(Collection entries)
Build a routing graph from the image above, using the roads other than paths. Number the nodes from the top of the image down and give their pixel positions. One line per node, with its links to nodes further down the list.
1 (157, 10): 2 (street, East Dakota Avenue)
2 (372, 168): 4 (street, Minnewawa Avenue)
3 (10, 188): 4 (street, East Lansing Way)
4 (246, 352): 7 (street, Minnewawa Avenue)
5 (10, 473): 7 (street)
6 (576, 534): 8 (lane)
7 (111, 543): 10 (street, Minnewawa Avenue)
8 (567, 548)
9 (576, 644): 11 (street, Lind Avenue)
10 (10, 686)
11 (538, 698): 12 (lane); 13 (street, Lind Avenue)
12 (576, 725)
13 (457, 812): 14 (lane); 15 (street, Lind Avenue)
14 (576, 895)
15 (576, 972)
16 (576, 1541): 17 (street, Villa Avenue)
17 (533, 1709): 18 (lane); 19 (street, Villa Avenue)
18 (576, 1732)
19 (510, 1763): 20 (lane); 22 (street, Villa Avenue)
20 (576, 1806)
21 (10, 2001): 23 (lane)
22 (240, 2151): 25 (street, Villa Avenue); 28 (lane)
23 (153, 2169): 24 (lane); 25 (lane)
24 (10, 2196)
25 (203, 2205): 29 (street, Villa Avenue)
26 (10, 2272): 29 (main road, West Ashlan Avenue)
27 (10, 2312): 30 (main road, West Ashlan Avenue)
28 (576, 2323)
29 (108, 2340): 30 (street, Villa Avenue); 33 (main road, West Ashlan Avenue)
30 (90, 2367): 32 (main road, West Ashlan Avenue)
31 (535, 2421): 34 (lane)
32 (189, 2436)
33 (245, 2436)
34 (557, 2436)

About this task – Please copy out each record, character for character.

Exercise output –
Build a routing graph from the image above, using the roads other than paths. Number the nodes from the top of the image down and give their pixel positions. One line per node, with its links to nodes further down the list.
1 (157, 10): 2 (street, East Dakota Avenue)
2 (372, 168): 4 (street, Minnewawa Avenue)
3 (10, 188): 4 (street, East Lansing Way)
4 (246, 352): 7 (street, Minnewawa Avenue)
5 (10, 473): 7 (street)
6 (576, 534): 8 (lane)
7 (111, 543): 10 (street, Minnewawa Avenue)
8 (567, 548)
9 (576, 644): 11 (street, Lind Avenue)
10 (10, 686)
11 (538, 698): 12 (lane); 13 (street, Lind Avenue)
12 (576, 725)
13 (457, 812): 14 (lane); 15 (street, Lind Avenue)
14 (576, 895)
15 (576, 972)
16 (576, 1541): 17 (street, Villa Avenue)
17 (533, 1709): 18 (lane); 19 (street, Villa Avenue)
18 (576, 1732)
19 (510, 1763): 20 (lane); 22 (street, Villa Avenue)
20 (576, 1806)
21 (10, 2001): 23 (lane)
22 (240, 2151): 25 (street, Villa Avenue); 28 (lane)
23 (153, 2169): 24 (lane); 25 (lane)
24 (10, 2196)
25 (203, 2205): 29 (street, Villa Avenue)
26 (10, 2272): 29 (main road, West Ashlan Avenue)
27 (10, 2312): 30 (main road, West Ashlan Avenue)
28 (576, 2323)
29 (108, 2340): 30 (street, Villa Avenue); 33 (main road, West Ashlan Avenue)
30 (90, 2367): 32 (main road, West Ashlan Avenue)
31 (535, 2421): 34 (lane)
32 (189, 2436)
33 (245, 2436)
34 (557, 2436)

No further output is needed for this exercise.